The Dodd-Frank Act (DFA) was marketed as a set of comprehensive reforms that would keep the financial sector stable. Unfortunately, the law does not make the types of reforms that are truly needed and actually increases the ability of the government to carry out social policies through banking institutions.
The financial crisis was caused by overleveraged consumers who were able to overleverage themselves based on government housing policies that weakened mortgage underwriting standards. Today, government housing policy still aims to stimulate mortgage borrowing, including subprime borrowing.
– Regulators have started enforcing anti-loan-discrimination statutes by comparing the characteristics of an institution’s actual borrowers to its potential borrowers.
– If those characteristics differ, the government can threaten disparate impact litigation.
– This threat has forced banks to restructure their lending processes.
– Even when banks use objective financial criteria, they can be accused of lending discrimination if it results in an “unbalanced” distribution of credit.
– If a plaintiff shows evidence of “statistical discrimination” (simply showing that loans using a certain underwriting standard affect the ability of a protected class to access credit), the bank is given the burden to prove its own innocence.

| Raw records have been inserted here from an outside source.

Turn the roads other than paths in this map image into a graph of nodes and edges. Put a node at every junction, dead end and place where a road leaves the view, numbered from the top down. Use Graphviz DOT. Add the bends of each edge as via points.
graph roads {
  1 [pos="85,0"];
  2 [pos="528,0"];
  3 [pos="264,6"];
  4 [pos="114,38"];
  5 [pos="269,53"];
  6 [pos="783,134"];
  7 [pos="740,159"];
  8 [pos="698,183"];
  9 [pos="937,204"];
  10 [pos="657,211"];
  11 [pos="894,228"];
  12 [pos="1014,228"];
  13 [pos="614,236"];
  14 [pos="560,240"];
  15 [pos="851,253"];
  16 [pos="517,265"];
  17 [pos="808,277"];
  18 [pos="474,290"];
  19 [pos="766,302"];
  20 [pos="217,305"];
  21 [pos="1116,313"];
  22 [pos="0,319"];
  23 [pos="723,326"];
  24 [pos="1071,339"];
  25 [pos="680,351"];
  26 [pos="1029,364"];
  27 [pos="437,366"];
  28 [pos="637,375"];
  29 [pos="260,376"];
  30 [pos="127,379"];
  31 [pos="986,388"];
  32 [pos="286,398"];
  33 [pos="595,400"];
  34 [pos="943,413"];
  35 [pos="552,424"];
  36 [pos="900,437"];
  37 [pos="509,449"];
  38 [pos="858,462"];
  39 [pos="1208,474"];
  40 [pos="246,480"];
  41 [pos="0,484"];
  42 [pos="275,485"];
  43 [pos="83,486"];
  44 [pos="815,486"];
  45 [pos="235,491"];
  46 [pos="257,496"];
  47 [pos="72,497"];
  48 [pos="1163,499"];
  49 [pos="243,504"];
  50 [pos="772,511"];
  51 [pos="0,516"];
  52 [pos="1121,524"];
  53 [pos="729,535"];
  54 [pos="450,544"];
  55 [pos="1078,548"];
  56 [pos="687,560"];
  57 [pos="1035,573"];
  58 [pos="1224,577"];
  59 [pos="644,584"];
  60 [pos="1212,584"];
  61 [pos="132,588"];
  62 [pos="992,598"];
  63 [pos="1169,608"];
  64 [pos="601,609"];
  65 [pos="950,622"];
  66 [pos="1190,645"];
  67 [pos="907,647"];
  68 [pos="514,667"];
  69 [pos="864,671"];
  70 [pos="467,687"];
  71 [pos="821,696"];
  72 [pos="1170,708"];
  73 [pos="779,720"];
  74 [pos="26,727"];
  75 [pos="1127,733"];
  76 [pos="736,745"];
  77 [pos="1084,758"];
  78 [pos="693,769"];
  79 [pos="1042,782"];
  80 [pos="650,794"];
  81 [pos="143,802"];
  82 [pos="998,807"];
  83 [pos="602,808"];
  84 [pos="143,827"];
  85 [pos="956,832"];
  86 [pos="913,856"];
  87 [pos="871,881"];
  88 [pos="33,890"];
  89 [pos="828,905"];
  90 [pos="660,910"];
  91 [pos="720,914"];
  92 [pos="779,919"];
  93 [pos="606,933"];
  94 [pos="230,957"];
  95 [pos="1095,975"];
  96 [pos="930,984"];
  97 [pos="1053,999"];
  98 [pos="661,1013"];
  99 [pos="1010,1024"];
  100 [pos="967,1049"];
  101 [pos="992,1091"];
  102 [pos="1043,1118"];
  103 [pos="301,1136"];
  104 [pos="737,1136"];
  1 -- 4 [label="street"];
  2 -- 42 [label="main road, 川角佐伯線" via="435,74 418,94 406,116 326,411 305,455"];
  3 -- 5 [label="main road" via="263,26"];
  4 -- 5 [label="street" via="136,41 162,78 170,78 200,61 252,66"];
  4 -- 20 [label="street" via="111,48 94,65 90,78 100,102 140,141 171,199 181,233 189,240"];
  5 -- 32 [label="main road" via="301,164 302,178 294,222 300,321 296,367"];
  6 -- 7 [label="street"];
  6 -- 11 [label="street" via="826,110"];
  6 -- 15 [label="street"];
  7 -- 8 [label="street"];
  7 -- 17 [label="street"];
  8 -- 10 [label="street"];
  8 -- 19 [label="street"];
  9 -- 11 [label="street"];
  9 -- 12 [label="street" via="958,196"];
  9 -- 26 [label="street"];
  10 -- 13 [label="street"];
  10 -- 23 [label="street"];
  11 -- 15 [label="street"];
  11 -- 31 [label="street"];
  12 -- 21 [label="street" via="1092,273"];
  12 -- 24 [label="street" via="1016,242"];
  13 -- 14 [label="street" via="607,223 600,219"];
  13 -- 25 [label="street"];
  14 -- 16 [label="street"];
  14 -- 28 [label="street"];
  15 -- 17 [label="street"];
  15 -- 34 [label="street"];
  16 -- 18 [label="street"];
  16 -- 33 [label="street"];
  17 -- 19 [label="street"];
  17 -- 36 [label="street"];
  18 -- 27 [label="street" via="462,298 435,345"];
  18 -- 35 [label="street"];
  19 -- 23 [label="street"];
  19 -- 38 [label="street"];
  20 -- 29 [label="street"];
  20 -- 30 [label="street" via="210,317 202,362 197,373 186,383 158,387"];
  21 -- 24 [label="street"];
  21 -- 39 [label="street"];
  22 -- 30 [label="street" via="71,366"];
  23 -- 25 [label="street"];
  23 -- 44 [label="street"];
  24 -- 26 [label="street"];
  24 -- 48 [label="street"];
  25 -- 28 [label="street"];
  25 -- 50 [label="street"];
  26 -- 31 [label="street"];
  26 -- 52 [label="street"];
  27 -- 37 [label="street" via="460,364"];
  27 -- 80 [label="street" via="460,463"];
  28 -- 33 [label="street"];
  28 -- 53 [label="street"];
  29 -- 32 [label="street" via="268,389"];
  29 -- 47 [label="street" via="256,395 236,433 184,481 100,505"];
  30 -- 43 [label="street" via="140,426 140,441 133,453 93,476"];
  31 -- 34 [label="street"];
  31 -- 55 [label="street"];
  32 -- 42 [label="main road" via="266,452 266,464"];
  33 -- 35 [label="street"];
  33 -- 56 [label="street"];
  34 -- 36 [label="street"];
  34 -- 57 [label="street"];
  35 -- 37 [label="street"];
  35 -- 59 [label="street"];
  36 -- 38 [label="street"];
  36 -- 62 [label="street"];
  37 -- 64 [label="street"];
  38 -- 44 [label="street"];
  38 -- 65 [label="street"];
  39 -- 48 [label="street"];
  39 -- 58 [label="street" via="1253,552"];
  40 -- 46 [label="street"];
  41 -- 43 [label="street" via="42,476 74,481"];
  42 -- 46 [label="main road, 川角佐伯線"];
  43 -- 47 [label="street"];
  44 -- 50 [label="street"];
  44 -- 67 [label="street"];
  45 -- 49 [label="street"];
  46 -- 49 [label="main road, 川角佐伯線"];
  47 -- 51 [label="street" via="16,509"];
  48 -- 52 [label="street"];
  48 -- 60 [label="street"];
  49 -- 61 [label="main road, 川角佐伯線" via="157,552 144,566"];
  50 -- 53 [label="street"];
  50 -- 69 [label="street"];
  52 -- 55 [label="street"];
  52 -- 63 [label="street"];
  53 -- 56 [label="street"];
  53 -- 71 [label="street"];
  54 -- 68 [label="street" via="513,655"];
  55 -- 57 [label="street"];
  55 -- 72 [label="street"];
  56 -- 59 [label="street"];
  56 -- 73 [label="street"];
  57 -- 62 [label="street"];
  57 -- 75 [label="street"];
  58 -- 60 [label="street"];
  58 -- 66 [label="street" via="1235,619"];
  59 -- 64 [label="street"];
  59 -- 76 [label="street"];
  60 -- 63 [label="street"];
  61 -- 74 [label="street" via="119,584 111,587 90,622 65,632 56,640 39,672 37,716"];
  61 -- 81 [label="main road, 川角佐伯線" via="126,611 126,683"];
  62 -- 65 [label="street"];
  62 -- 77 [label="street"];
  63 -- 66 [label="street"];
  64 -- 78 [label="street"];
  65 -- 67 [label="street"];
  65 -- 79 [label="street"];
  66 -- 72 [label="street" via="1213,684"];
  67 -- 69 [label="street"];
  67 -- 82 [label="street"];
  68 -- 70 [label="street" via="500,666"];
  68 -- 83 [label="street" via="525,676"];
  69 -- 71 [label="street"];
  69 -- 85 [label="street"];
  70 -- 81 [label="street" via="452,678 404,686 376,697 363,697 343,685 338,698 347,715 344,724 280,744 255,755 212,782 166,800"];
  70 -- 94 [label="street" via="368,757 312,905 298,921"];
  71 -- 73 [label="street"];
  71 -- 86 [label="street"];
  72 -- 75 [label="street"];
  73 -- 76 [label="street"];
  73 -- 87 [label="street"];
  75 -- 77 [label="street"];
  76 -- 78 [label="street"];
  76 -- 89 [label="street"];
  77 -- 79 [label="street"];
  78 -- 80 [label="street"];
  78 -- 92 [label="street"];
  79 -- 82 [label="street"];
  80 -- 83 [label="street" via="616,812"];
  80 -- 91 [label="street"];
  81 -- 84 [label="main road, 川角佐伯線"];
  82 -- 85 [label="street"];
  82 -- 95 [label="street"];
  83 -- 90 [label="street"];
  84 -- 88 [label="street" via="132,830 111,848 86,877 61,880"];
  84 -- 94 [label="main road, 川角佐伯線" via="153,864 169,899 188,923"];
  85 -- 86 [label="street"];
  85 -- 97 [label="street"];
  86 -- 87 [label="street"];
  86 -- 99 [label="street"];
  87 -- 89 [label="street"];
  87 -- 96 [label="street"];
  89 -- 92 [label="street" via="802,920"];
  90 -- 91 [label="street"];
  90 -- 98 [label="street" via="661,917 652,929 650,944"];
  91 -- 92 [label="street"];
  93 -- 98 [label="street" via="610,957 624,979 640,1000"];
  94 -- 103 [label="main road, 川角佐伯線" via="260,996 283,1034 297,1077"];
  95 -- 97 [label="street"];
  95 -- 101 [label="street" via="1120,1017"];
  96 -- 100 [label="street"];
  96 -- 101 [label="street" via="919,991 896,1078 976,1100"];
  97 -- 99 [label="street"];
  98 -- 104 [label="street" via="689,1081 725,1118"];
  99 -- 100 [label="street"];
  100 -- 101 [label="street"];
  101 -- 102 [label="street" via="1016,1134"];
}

How are banks to avoid disparate impact charges? They can engage in “reverse discrimination” (reducing the credit granted to nonprotected classes until they end up with even numbers between both groups). Or, they can extend loans on unfavorable terms to borrowers that do not meet neutral standards and increase loan rates on well-qualified borrowers to subsidize that risk.
Ultimately, disparate impact litigation threats are likely to hinder the ability of nonprotected Americans with good credit to get loans, because extending loans to those with poor credit hurts bank profits.